Hundreds Light the Night at Jones Park for blood cancer cure


GULFPORT, Miss. (WLOX) – The Leukemia and Lymphoma Society’s annual “Light the Night” illuminated Jones Park Thursday as hundreds walked for a cure. Everyone who signs up to walk at the event gets a lantern, each with a special meaning. Natalie Giles carried a yellow lantern to remember her father. He was diagnosed with acute myeloid leukemia or AML and unfortunately lost his battle in February of this year,” she explained.

Hundreds Light the Night at Jones Park for blood cancer cure 1

Trendall Edwards walked with his family while holding a red lantern in support of his sister. She’s been dealing with this for a very long time now, going up on 20 years,” said Edwards. Ed Carmine held a white lantern to honor fellow survivors and celebrate the personal triumph. I’m a cancer survivor of multiple myeloma. Diagnosed in January, and I’m cancer-free today,” he said. LLS holds “Light the Night” annually to raise money not just for research but for life-saving treatment and patient support services. A lot of prayers went up for him during this time, and for him to be cancer-free in just six months, it’s a miracle,” said Susan Carmine, Ed’s wife.

Emotions poured as survivors of all walks of life lifted their lanterns.

It can affect anybody, so you never know,” Giles stated. Family members said being present is the best medicine they can offer. To go through something by yourself is one thing. But to have people in your corner, have your back, and look around and see those same faces that have always been there helping it even more. People who have leukemia suffer from one of the deadliest types of blood cancers. It is specifically a form of cancer of the white blood cells. In modern-day practice, leukemia can also refer to malignancy in the blood or any cellular element in the bone marrow, wherein the white blood cells multiply uncontrollably. This results in more white blood cells in the bloodstream.

This type of blood cancer usually occurs in children between 3 to 7 years, while in adults, it occurs between ages 50 to 60. The specific cause of leukemia is unknown, but inheritance plays a big role in becoming susceptible to this condition. People with leukemia experience bone pain, easy bleeding, pale skin, fatigue, abdominal pain, easy bruising, and lymph gland swelling. Treatment of leukemia includes radiation therapy, chemotherapy, and bone marrow transplant.
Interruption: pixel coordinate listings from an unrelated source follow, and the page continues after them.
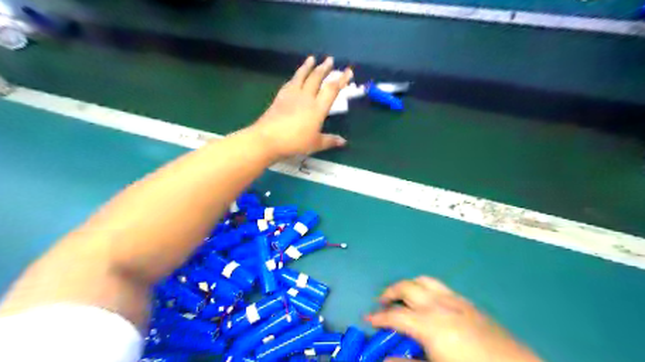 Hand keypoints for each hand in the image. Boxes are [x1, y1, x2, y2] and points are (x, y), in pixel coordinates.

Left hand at [250, 55, 352, 157]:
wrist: (268, 138)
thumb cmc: (295, 142)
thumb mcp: (315, 144)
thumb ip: (330, 141)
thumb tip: (344, 142)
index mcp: (317, 108)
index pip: (331, 90)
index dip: (341, 80)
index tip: (348, 71)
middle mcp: (306, 97)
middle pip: (316, 78)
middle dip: (324, 68)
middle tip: (329, 59)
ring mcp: (291, 95)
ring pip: (301, 76)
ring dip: (308, 66)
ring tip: (311, 58)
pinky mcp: (280, 97)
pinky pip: (290, 83)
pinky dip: (295, 76)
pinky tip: (295, 76)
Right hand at [365, 277, 540, 361]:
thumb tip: (384, 359)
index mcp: (429, 324)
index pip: (395, 315)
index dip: (378, 317)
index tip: (367, 319)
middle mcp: (439, 305)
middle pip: (407, 287)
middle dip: (390, 293)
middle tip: (382, 304)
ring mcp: (456, 301)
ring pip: (424, 281)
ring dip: (408, 286)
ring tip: (403, 298)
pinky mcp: (469, 303)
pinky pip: (440, 287)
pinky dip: (426, 289)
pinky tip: (429, 304) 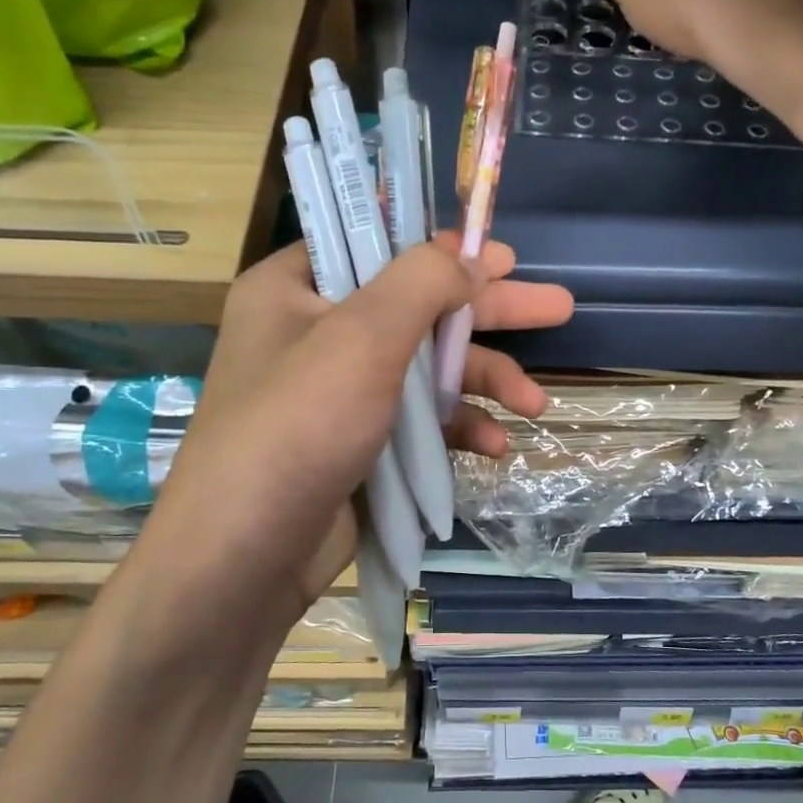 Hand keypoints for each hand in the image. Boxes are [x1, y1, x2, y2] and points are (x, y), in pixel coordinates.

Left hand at [123, 237, 571, 642]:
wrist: (245, 559)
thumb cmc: (297, 427)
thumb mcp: (363, 337)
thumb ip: (422, 282)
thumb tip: (469, 257)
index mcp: (295, 288)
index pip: (375, 243)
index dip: (439, 245)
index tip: (498, 252)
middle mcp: (315, 332)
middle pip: (418, 306)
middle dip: (488, 312)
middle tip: (557, 306)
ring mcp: (339, 393)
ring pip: (426, 369)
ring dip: (483, 383)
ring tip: (537, 403)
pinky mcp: (359, 443)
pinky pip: (419, 420)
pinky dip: (458, 429)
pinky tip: (495, 447) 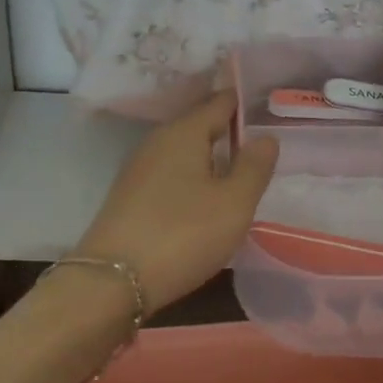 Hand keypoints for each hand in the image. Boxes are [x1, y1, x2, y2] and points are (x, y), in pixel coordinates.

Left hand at [75, 92, 279, 311]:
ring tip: (239, 169)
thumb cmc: (183, 234)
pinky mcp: (129, 195)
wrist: (112, 280)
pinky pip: (170, 173)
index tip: (269, 106)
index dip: (244, 102)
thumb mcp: (234, 203)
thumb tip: (266, 136)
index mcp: (184, 132)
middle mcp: (158, 141)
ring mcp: (139, 168)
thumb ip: (254, 167)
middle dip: (228, 129)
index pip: (219, 102)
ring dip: (209, 156)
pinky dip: (191, 177)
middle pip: (199, 125)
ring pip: (183, 151)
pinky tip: (204, 196)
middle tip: (262, 141)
Since blood cancers involve the blood, it is more deadly and most dreaded. The infected blood can imminently spread to other parts of the body through the bloodstream. Leukemia starts in the bone marrow – the spongy, soft material inside the bones where blood cells are produced from stem cells. As mentioned above, leukemia mostly affects the white blood cells, which protect the body against infection.

Then, cancer commences when abnormal white blood cells are created, resulting when the development of stem cells into white blood cells goes uncontrollably wrong. With blood cancers, the abnormal white cells take over other blood cells, including the red blood cells (the ones that transport oxygen to the body tissues) and the platelets, which make blood clotting possible. Therefore, leukemia is the intervention of the blood’s ability to carrying oxygen and clotting.

Without leukemia, the white blood cells can readily function in fighting disease-producing germs or pathogens. However, when it becomes dysfunctional, it can weaken the patient’s immune system. The body won’t be able to fight even the simplest of infections. Pathogens can start attacking various other bodily cells. Since blood cancers destroy the immune system’s normal function, some patients can experience frequent infections ranging from infected tonsils, diarrhea, or sores in the mouth to opportunistic infections and life-threatening pneumonia.

Studies are still ongoing to determine the exact causes of leukemia. Medical experts think that exposure to ionizing radiation and hazardous chemicals can trigger the development of these blood cancers. Irrespective of age, the survival rate is meager. This enlists leukemia as one of the most fatal of all cancers.

Leukemia patients have a 43% survival rate of 5 years. It is also noted that leukemia is hereditary or can be traced to its history. However, this should not hinder you from living a healthy lifestyle with regular exercise and a nutritious diet to prevent it. Diet should contain vegetable juices, lots of water, unrefined sea salt, and foods that can heal like Aloe Vera, lemon, olive oil, green tea, tomato, and more. For some people, fish, oranges, and bananas can also help prevent blood cancers.